Tapenade parsers - <Step -1>

Calls external parsers for Fortran, C in a separate process. Translates the set of input files into their abstract syntax trees.

This calls different parsers according to the input language. We provide one parser for Fortran (77, 90, and up), C, and now C++ (in progress). In principle, we don’t consider the parsers a part of Tapenade (which is why we here call “State 0” the state after parsing). We only provide them for convenience. One advantage is that we may use an external parser without worrying about licensing issues. The only official input “language” that Tapenade accepts is called “IL” (Imperative Language, see below). Any parser (ours or others) must produce output in the IL formalism, which will be fed into Tapenade. We define and document this IL “language” (see IL Reference Manual). IL is a union of the constructs encountered in the various accepted input languages.

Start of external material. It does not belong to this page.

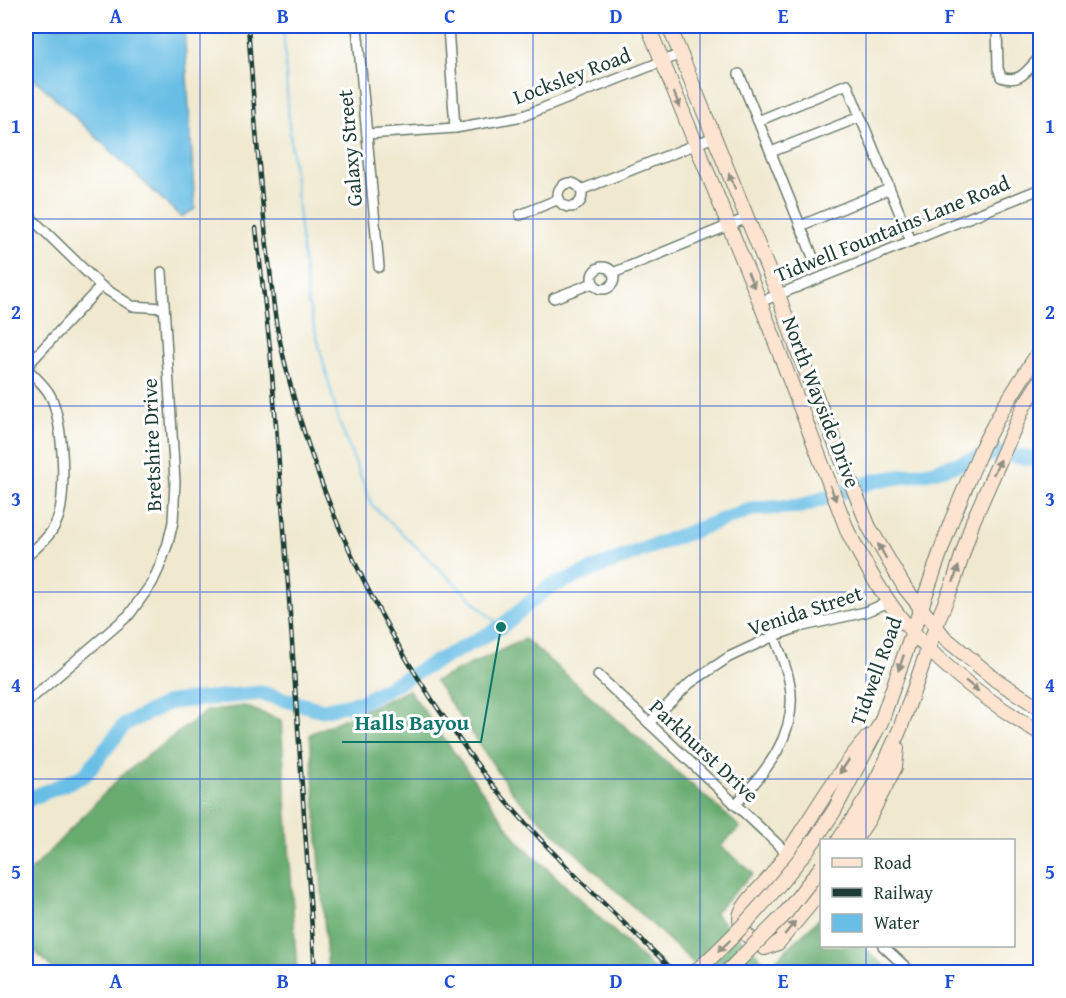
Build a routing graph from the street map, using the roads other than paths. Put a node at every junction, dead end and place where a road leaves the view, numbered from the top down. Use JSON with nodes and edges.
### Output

Parser.parse(TapEnv tapEnv, String[] preProcessCommands, String[] commands, String fileName) takes as input the TapEnv, a list of String defining the system command to call to trigger an optional preprocessor (e.g. cpp), a list of String defining the system command to call to trigger the parser itself, and again the name of the parsed file for use in the error messages (is this 4th input really useful?). It returns a BufferedReader stream that will provide the stream of IL operators.

Possible error messages sent by the parser command onto stderr are collected into the TapEnv, to be attached later into the IL stream.